🪖📜🤯Imagine being 19, shipped to a desert warzone, carrying a rifle and the weight of your country’s decisions. You don’t get to vote on the mission, question the legality, or say “no thanks, this one’s ethically murky.” You follow orders. Then, years later—surprise!—you’re investigated like a war criminal. Meanwhile, the politicians who gave the green light to the war? Off writing memoirs and cashing speaking fees. That’s not justice. That’s abandonment.
⚖️ “We Gave the Orders”—But You Pay the Price
Let’s get this straight: young soldiers don’t choose where they’re sent. They’re deployed based on decisions made in Parliament rooms, not barracks. So why, years later, are they being dragged through legal hell for carrying out missions they were ordered into?

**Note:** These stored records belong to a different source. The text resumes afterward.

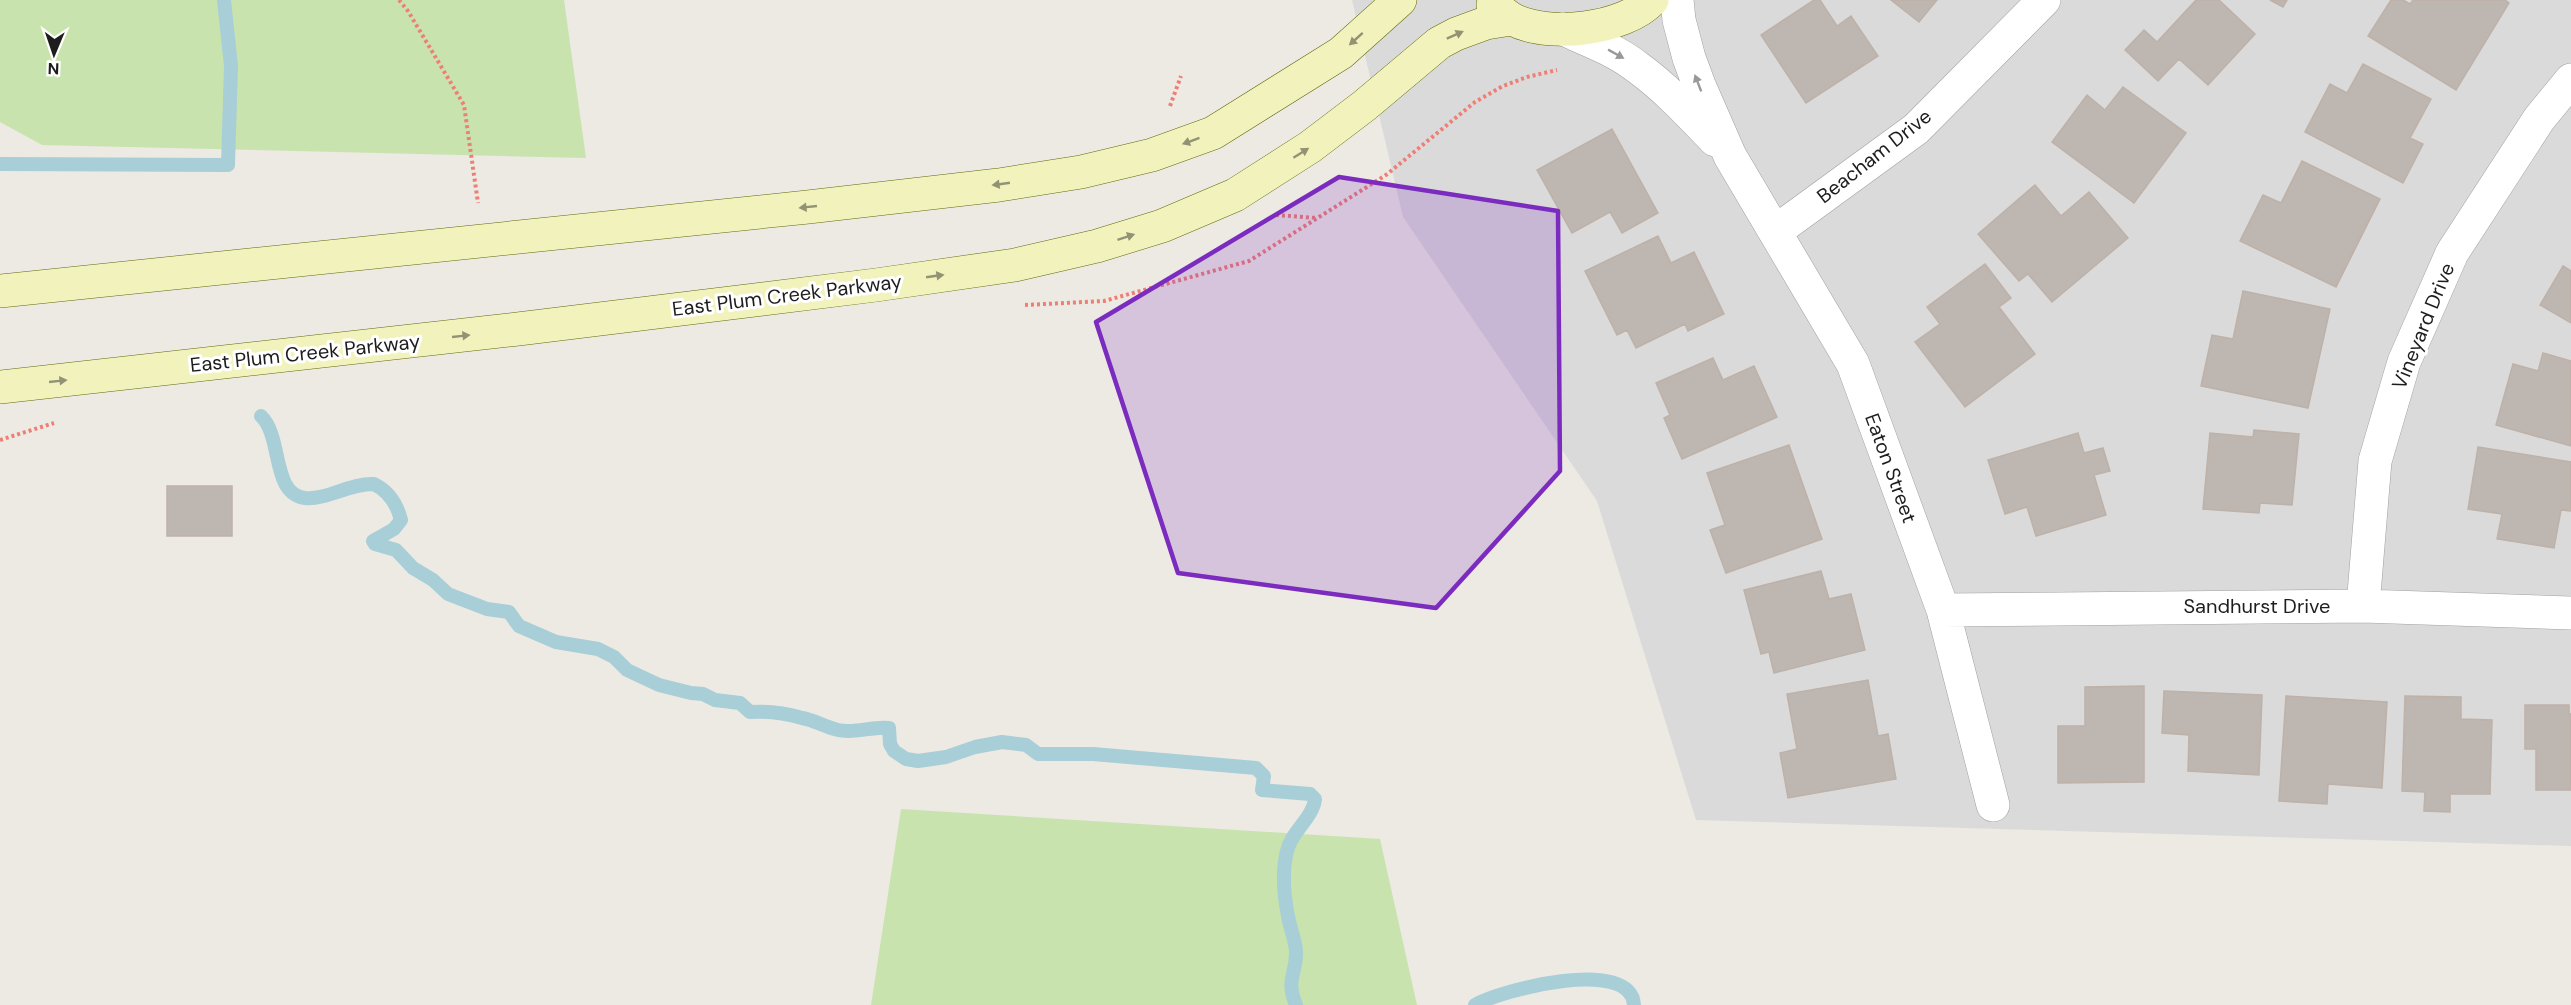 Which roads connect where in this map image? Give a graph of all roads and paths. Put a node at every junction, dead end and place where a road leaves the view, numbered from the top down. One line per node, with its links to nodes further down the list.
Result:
1 (399, 0): 10 (path)
2 (1400, 0): 12 (main road, one-way to 12)
3 (1652, 0): 7 (main road)
4 (1677, 0): 9 (street, Eaton Street, one-way to 4)
5 (2044, 0): 11 (street, Beacham Drive)
6 (1500, 9): 7 (main road); 13 (main road, East Plum Creek Parkway, one-way to 6)
7 (1563, 29): 9 (street, Eaton Street, one-way to 9)
8 (2571, 80): 14 (street, Vineyard Drive)
9 (1730, 156): 11 (street, Eaton Street)
10 (478, 203)
11 (1776, 231): 15 (street, Eaton Street)
12 (0, 291)
13 (0, 387)
14 (2363, 606): 15 (street, Sandhurst Drive); 16 (street, Sandhurst Drive)
15 (1943, 610): 17 (street, Eaton Street)
16 (2571, 613)
17 (1993, 805) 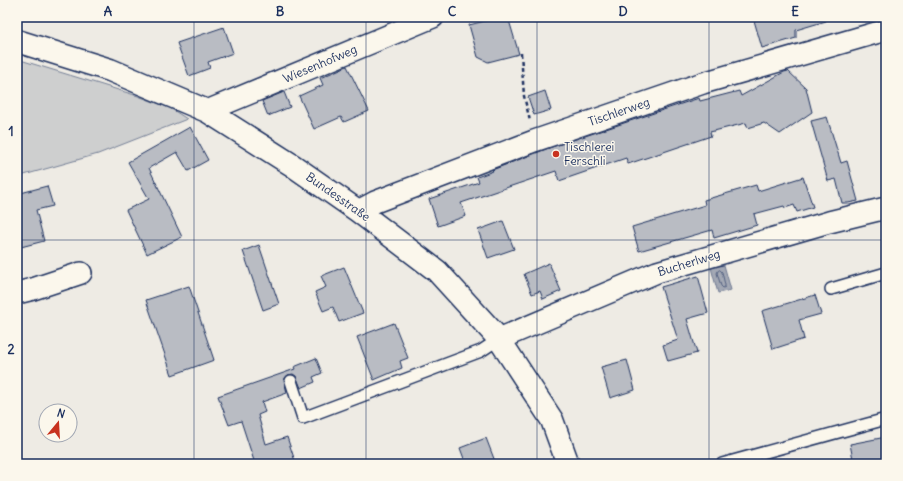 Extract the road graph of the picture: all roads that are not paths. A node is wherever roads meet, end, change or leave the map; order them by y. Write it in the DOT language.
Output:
graph roads {
  1 [pos="433,17"];
  2 [pos="886,30"];
  3 [pos="17,41"];
  4 [pos="207,111"];
  5 [pos="886,208"];
  6 [pos="358,211"];
  7 [pos="81,273"];
  8 [pos="886,273"];
  9 [pos="831,289"];
  10 [pos="17,293"];
  11 [pos="499,338"];
  12 [pos="290,380"];
  13 [pos="886,419"];
  14 [pos="568,464"];
  15 [pos="722,464"];
  1 -- 4 [label="street, Wiesenhofweg"];
  2 -- 6 [label="street, Tischlerweg"];
  3 -- 4 [label="main road, Bundesstraße"];
  4 -- 6 [label="main road, Bundesstraße"];
  5 -- 11 [label="street, Bucherlweg"];
  6 -- 11 [label="main road, Bundesstraße"];
  7 -- 10 [label="street"];
  8 -- 9 [label="lane"];
  11 -- 12 [label="lane"];
  11 -- 14 [label="main road, Bundesstraße"];
  13 -- 15 [label="lane"];
}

Where’s the government’s accountability?
It’s madness that there’s no formal “Responsibility Contract”—a document where the state agrees: if you serve us, we won’t hang you out to dry. If you follow lawful orders under military command, then we own the consequences, not you.

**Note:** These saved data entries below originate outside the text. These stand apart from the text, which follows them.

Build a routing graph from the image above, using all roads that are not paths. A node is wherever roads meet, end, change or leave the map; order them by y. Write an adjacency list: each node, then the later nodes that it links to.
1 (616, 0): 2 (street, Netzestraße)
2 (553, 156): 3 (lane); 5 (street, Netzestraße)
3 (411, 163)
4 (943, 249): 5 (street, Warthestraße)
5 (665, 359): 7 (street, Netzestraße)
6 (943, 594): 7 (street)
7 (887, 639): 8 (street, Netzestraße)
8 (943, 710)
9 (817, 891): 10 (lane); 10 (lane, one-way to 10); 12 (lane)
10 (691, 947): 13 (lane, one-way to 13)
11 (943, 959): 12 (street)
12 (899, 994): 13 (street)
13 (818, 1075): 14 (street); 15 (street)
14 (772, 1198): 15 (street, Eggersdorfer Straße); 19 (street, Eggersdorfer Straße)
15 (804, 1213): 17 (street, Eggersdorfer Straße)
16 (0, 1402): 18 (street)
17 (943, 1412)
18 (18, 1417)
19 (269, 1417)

Instead, we’ve created a perverse setup where:
- Governments declare war for “justice” or “freedom”
- Soldiers fight, bleed, and die
- Then lawyers and politicians treat them like political liabilities once public sentiment shifts
Let’s not pretend this is just about “bad apples”. No one’s defending genuine abuse. But decades-later prosecutions based on paper-thin accusations? That’s political cowardice disguised as justice.
If the chain of command is real, then liability should chain upward too.
🧨 Challenges 🧨
Shouldn’t soldiers be protected from post-war political whiplash? Should the government legally commit to backing those it sends into war zones? What would a real “Responsibility Contract” look like—and why isn’t one already in place?